Le soft skills sono un ingrediente imprescindibile per un giurista d’impresa che voglia al tempo stesso essere un manager di successo nella propria azienda. Con una collega, cui ricordo spesso questo episodio, avemmo modo di discutere durante una conferenza sul fatto che sentirsi chiamare “avvocato” dai colleghi sia o no una cosa gradita. La collega sosteneva di no, perché tale accezione potrebbe segnare un elemento di distacco rispetto al resto della popolazione aziendale. Io sostenevo, e ribadisco tuttora, che questo denota sì la particolarità delle competenze del legal counsel, ma al tempo stesso il rispetto che i colleghi ripongono in tali competenze che possediamo. Se non riuscissimo a dare seguito alle attese dei colleghi di fornire loro risposte “legali”, non faremmo bene il nostro lavoro: il che significa, a mio parere, che il giurista d’impresa deve sì possedere delle solidissime basi tecniche (dico sempre che, nella mia carriera di giurista interno, mi è capitato di dover rispondere anche a questioni successorie o sul diritto dell’enfiteuta), ma anche accompagnare a queste delle abilità umane, personali e manageriali che permettano di trasmettere le suddette competenze nella maniera corretta e di guidare, o far parte di, team di specialisti coesi. Queste competenze si possono sicuramente assumere con il learning by doing, ma come Associazione insisteremo anche sulla formazione rispetto a queste abilità, fondamentali per il successo del giurista d’impresa del terzo millennio.

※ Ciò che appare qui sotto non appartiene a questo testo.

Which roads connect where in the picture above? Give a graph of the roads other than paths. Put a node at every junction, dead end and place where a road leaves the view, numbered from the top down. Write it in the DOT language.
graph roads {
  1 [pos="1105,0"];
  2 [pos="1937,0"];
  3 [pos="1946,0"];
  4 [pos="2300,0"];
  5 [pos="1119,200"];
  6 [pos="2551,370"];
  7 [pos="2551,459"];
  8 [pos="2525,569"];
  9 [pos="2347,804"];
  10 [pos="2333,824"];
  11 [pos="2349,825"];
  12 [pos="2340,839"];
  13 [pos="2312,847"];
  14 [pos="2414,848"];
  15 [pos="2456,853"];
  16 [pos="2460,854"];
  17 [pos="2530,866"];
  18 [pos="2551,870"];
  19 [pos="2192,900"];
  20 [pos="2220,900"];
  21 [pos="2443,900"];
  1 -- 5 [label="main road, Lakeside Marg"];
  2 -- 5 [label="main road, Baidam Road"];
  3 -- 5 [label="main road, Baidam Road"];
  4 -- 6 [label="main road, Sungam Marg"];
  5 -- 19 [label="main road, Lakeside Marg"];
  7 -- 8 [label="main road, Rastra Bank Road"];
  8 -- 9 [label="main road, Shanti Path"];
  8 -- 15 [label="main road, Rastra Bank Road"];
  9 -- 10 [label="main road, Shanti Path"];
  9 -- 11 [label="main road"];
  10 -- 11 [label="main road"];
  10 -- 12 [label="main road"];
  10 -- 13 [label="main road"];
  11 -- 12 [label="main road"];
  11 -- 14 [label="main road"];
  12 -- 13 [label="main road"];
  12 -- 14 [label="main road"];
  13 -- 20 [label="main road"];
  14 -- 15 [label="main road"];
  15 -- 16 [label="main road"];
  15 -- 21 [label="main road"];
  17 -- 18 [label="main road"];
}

Quanto potrà influire lo sviluppo delle moderne tecnologie per il lavoro del giurista d’impresa?
Riparto dalla fine della risposta precedente. È chiaro che il lavoro per il giurista del terzo millennio, e non solo per quello d’impresa, cambierà radicalmente nei prossimi anni. Cambierà sia sotto l’aspetto del metodo di lavoro sia sulle questioni che gli saranno poste. Come dicevo, come Associazione stiamo dedicando grande attenzione a questi aspetti: abbiamo la fortuna di avere molti colleghi che lavorano in aziende “hi-tech” e che, quindi, possono fornirci in anteprima gli “insight” sulle evoluzioni che ci attendono nel nostro mondo. Ripeto spesso che questi sono anni decisivi per la nostra professione, anni nei quali il digitale eliminerà le ultime barriere tra libera professione e in-house: dobbiamo saper cogliere le opportunità per preparare al meglio il, anzi, i giuristi d’impresa del futuro.